The splay test doesn't do concatenations of static strings.  It does this:

  'String for key ' + key + ' in leaf node'

a lot, where 'key' is a randomly generated number.


(In reply to comment #7)
> String concatenation is pretty common on the web, too, so I think its a good
> idea to optimize this, even benchmarks aside.

String concatenation, yes, but static string concatenation?  eg. "abc" + "def"?  Colour me skeptical.
SpiderMonkey folds constant "foo" + "bar". It doesn't analyze variables that are always evaluated to constant string values though.

/be
Loop-constant string concat is found on the web for sure.  People use it for templating and HTML generation, for example:

function makeTableRows(rowClass, cellClass, entries)
{
    var gen = "";
    for (var i = 0; i < entries.length; i++) {
        gen += '<tr class="' + rowClass + '"><td class="' + cellClass + '">' + entries[i] + '</td></tr>';
    }
    return gen;
}

It's also not uncommon to see people declare a bunch of globals with HTML snippets, effectively as symbolic constants, and then glom them together in loops.  I found a bunch of these cases when I was looking at JSOP_CONCATN the first time, though apparently I didn't capture them in the bug.
So there's a spectrum of "static" string concatenations:

  "foo" + "bar"

which the SpiderMonkey front-end evaluates.

  var foo = "foo";
  var bar = "bar";
  var foobar = foo + bar

which doesn't get optimized and I hypothesize isn't common in practice.

And then more complex cases like in comment 10, which combines loops and/or function calls and/or array lookups;  I can believe that these are common but they are all difficult to statically evaluate.

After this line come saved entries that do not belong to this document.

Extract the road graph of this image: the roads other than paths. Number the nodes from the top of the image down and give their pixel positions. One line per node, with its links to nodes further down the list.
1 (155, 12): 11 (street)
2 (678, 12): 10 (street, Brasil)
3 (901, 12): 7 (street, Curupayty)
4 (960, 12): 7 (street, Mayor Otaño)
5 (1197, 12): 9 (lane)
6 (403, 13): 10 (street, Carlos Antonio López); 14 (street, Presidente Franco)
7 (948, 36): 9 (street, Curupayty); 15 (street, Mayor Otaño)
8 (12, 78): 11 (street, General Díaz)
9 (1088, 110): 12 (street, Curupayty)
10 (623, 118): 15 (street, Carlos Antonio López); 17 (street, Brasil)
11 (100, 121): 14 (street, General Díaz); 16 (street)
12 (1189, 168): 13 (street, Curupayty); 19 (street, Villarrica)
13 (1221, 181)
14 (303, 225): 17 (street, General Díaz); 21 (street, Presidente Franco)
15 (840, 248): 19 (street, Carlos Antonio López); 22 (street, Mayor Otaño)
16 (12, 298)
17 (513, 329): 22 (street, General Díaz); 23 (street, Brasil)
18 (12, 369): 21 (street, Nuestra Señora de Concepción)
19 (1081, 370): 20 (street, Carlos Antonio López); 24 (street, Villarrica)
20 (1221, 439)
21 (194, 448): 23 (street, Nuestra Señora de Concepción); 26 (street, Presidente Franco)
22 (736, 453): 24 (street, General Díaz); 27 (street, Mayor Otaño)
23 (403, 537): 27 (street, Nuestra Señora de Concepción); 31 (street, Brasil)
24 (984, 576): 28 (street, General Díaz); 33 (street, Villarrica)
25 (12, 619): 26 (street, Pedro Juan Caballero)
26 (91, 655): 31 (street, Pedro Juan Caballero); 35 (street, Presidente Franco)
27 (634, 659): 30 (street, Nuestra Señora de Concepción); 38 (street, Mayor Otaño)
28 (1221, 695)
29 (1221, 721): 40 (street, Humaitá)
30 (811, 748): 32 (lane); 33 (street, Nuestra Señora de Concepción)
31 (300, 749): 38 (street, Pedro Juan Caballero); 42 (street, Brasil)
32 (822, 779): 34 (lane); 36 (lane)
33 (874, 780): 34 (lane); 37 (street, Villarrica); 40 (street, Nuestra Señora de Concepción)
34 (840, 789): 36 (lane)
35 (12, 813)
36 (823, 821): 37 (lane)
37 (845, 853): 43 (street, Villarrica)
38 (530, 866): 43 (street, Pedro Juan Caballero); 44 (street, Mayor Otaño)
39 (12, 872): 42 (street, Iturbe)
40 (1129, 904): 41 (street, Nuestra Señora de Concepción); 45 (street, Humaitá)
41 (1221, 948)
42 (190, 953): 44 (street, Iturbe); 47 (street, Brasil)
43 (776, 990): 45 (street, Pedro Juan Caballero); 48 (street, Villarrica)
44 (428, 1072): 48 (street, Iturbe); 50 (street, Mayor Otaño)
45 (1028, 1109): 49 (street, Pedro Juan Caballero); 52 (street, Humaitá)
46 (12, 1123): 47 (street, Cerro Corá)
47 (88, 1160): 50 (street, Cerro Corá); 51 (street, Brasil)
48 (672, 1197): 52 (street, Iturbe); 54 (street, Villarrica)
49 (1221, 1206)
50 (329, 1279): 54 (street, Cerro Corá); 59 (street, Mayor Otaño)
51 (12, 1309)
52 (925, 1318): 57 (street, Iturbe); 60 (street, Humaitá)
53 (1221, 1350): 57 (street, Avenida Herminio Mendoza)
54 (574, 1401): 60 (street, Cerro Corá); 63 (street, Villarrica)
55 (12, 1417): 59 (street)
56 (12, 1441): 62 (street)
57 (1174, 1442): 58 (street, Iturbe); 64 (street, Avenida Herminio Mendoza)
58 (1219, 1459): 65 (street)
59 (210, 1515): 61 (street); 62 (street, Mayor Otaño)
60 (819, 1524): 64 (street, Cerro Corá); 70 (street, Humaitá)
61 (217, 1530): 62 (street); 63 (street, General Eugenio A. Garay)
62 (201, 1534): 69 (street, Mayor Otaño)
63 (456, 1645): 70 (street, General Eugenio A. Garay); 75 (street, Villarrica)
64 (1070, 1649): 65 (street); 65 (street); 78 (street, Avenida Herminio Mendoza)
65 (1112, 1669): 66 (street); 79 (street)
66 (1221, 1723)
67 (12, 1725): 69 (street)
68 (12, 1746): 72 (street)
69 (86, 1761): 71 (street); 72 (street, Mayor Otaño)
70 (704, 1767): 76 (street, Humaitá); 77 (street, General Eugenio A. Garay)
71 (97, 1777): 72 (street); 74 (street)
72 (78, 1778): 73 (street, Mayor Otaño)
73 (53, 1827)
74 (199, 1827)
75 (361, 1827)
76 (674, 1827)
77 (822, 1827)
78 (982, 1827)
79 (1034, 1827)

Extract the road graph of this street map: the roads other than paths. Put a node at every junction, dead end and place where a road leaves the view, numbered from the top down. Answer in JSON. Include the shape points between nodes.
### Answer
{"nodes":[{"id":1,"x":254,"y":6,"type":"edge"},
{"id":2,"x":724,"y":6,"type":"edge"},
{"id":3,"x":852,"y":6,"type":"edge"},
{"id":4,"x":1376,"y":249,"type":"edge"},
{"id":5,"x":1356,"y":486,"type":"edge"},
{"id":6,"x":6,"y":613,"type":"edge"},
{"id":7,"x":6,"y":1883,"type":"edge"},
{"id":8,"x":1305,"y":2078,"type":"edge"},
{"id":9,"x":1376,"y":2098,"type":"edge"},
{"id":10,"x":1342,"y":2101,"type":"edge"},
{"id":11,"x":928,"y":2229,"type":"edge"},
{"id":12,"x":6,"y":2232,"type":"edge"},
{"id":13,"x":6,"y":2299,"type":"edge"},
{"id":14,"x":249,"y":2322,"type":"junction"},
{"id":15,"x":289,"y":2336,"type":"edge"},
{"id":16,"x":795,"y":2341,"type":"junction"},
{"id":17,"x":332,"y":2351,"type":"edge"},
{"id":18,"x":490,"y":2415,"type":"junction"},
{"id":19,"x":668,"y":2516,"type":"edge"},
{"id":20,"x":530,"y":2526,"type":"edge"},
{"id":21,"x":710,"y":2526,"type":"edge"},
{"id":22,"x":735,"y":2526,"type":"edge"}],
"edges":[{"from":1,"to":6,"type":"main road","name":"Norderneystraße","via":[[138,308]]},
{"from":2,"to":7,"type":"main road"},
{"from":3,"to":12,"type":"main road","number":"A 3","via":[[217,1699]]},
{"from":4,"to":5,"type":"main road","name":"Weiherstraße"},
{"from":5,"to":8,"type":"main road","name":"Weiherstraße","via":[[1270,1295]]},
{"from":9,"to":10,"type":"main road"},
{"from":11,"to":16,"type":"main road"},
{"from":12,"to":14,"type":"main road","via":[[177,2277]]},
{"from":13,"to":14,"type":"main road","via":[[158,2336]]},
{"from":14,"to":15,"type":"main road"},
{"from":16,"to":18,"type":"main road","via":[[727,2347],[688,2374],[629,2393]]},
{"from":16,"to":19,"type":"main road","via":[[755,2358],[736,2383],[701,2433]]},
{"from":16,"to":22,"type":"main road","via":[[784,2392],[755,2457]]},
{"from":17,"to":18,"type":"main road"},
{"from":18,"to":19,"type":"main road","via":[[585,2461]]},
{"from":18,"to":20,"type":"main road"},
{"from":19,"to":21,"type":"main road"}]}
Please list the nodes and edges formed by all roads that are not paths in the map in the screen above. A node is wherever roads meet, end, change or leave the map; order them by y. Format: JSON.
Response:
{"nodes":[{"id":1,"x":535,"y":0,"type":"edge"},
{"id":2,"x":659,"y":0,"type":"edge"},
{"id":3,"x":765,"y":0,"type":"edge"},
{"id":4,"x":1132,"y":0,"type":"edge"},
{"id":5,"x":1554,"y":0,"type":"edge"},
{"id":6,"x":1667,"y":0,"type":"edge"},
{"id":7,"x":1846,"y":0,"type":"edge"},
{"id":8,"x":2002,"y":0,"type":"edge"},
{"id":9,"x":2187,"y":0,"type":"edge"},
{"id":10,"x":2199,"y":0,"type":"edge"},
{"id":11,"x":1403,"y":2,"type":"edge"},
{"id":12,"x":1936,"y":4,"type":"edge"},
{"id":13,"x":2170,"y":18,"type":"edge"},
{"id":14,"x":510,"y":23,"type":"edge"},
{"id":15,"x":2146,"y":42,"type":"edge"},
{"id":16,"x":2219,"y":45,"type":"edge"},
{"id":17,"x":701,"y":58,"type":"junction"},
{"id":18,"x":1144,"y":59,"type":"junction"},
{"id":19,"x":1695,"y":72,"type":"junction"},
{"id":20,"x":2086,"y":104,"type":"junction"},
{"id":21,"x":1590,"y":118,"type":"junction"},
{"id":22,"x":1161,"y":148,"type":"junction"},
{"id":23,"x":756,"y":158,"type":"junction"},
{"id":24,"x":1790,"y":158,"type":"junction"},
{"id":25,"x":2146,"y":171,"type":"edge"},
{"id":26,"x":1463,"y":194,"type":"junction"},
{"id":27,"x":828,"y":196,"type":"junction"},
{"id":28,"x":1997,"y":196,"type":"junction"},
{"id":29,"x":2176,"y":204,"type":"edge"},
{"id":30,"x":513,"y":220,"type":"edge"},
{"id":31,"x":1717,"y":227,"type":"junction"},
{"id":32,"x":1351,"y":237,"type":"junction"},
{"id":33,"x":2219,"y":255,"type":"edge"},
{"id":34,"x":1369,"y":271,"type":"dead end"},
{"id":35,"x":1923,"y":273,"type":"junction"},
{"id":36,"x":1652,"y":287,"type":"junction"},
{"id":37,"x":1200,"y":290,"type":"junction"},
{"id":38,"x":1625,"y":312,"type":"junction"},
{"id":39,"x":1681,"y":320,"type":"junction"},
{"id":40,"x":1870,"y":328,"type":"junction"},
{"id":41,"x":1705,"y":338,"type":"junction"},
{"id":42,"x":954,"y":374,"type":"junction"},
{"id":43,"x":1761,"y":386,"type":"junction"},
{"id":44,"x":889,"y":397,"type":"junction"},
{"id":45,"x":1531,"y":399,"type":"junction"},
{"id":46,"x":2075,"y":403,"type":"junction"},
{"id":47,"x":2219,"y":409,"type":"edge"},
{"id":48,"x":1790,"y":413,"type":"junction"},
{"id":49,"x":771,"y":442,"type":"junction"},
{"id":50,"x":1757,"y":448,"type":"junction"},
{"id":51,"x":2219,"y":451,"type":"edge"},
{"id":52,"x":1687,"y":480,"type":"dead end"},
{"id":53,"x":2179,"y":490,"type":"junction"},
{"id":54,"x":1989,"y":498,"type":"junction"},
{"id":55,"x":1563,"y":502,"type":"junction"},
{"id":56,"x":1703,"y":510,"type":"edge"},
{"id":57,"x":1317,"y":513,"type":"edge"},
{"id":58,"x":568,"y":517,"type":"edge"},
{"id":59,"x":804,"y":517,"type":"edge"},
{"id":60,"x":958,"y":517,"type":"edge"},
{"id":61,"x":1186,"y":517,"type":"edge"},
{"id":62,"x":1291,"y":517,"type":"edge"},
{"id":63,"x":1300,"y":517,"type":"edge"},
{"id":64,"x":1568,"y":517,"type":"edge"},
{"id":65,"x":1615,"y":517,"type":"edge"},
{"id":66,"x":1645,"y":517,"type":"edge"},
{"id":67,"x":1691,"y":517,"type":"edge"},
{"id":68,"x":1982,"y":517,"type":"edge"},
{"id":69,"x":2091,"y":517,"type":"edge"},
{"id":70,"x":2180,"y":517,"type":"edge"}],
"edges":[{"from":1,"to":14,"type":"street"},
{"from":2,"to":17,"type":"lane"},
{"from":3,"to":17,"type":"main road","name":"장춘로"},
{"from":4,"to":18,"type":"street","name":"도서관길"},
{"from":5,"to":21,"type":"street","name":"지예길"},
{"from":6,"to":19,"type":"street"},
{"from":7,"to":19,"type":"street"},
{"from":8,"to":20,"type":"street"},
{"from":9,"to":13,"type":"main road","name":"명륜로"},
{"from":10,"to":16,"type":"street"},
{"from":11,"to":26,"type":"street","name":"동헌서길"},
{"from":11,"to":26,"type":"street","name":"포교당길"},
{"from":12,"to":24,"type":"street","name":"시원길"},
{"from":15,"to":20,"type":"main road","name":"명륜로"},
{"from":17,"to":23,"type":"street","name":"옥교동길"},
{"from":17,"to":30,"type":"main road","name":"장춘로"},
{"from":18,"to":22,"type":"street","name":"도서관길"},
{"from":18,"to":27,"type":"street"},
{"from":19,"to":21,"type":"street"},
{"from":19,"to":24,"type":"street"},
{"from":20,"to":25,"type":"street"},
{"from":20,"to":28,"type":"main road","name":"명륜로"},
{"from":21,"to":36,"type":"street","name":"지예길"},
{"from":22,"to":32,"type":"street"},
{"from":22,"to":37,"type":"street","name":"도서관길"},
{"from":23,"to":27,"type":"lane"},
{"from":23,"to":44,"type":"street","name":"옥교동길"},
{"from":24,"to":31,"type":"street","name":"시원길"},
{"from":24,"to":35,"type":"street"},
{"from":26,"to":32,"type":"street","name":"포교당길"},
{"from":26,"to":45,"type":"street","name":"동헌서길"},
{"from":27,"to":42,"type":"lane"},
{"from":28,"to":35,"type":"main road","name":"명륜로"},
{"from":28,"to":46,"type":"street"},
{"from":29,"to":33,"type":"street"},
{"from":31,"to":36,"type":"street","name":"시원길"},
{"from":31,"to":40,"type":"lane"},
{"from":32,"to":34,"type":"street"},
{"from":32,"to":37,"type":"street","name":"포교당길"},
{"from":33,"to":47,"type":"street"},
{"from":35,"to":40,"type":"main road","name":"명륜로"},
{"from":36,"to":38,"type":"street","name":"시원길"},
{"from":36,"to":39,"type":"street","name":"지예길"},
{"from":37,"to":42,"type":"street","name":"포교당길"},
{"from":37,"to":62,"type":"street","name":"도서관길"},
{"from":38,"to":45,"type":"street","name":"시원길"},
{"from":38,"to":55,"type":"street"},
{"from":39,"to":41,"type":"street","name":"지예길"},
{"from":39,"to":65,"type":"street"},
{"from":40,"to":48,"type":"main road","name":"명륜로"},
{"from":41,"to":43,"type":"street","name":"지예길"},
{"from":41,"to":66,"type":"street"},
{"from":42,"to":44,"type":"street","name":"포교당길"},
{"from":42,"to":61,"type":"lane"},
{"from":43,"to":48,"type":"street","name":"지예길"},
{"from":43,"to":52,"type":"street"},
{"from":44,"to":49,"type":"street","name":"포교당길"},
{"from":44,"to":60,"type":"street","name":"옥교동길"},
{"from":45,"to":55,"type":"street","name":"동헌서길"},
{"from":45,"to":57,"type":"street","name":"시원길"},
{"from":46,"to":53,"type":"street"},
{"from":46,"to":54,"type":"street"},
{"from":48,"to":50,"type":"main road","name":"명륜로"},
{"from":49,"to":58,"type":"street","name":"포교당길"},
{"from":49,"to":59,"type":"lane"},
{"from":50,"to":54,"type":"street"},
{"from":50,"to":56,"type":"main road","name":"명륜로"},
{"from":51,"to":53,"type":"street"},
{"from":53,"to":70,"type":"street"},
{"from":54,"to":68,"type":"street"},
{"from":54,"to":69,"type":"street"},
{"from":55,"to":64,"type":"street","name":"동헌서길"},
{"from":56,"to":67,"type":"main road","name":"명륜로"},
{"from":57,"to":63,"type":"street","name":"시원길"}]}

So that's a nice discussion... does anyone have suggestions for concrete actions to take in response to this bug?
The original URL is invalid.  Is there anything that can still be compared here?  Ropes should help comment 10 (although bug 648198 would improve further).
Status: NEW → RESOLVED
Closed: 13 years ago
Resolution: --- → WORKSFORME
Hah, thanks.  I ran us vs. Chrome and we are now faster on the parseInt() test, so that seems to have been resolved.  For concat strings, they are 2x faster, but this is the same create-garbage-each-iteration loop as in bug 625615, so no reason to duplicate here.  Thus, leaving WFM.